The motherboard is a shield for the Arduino MEGA. As such, it has a bunch of downward facing pins that connect it to the Arduino. The Arduino and the motherboard are essentially one single unit. Once you plug them together, its a good idea to keep them plugged together.



The motherboard has the option to attach a piezo buzzer. Since having a beeping, blinking MakerBot might be annoying to some, we've decided to make it optional. If you'd like to enable your piezo, simply solder a piezo buzzer like this one to the footprint shown below. If your piezo has a positive and negative, the positive pin is marked on the PCB.


SD Card

The motherboard has a standard SD card socket. It supports cards up to 2GB in size, and they must be formatted at FAT16. The motherboard can read files from the SD card and it can write files to it. Printing from SD card can significantly improve the build quality.

This is because the USB to Serial link is relatively slow, so high resolution prints that have many small line segments tend to print badly as the stepper motors can stop for some microseconds between line segments. This is completely eliminated when printing from the SD Card directly.

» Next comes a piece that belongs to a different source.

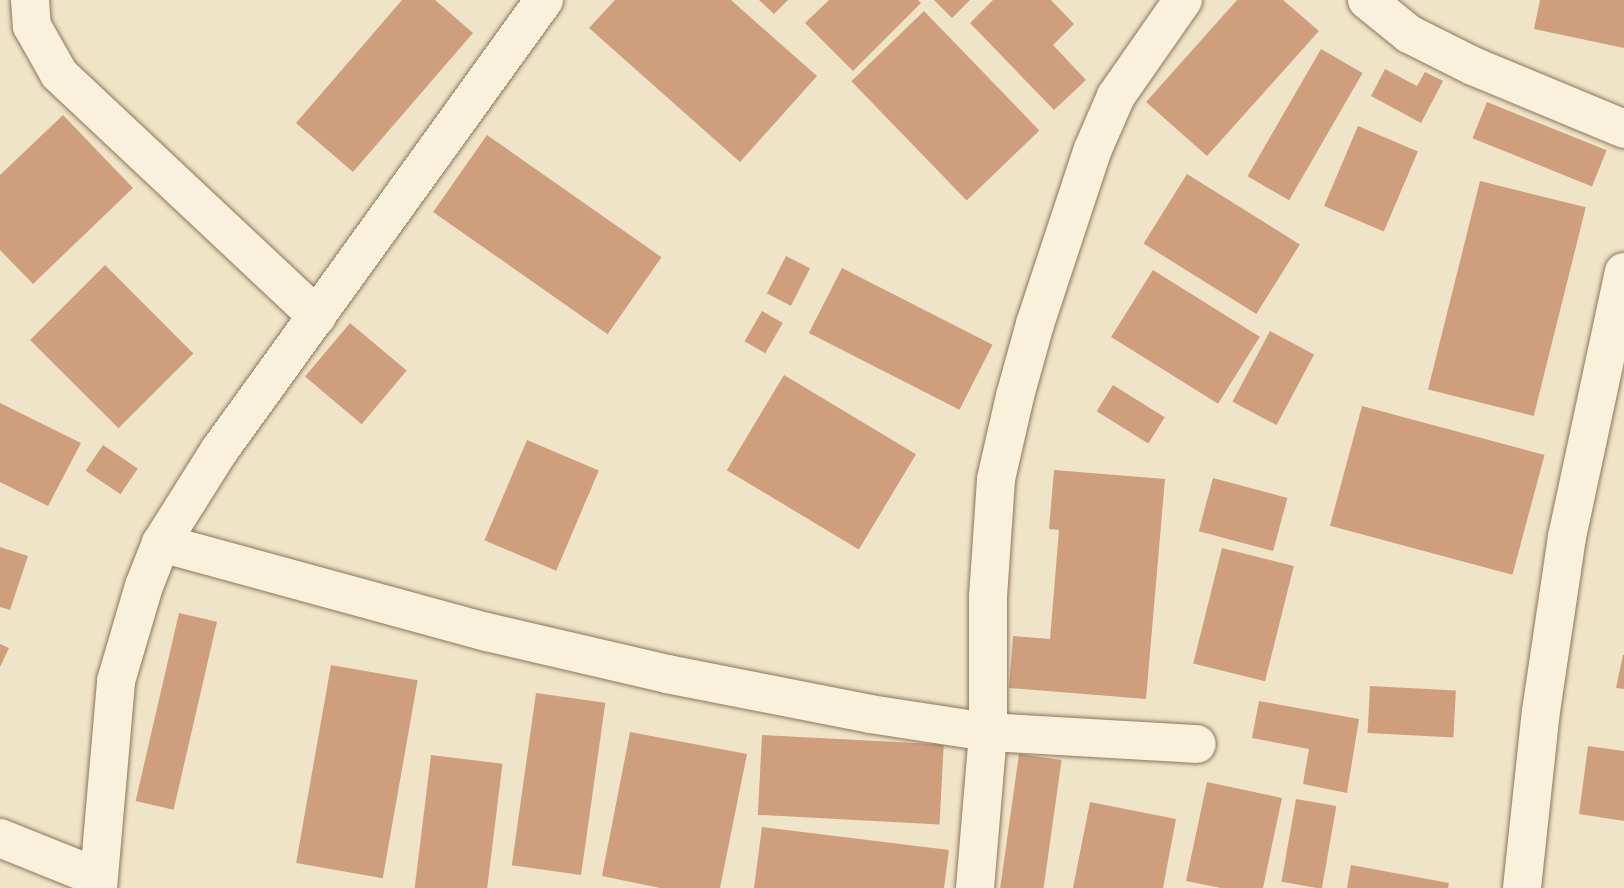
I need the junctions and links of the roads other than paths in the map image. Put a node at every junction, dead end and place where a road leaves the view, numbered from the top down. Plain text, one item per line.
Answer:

Another nice benefit of printing from SD card is that your MakerBot can be disconnected from the computer once the print has been started.





Partlist at Thingverse



The MakerBot Motherboard v2.4 is Open Source Hardware and is licensed under the GNU GPLv3.



MakerBot and the community provide firmware to drive the MakerBot Motherboard v2.4.


The motherboard is a derivative of the RepRap Motherboard v1.2 which was originally designed by Zach Hoeken of MakerBot Industries.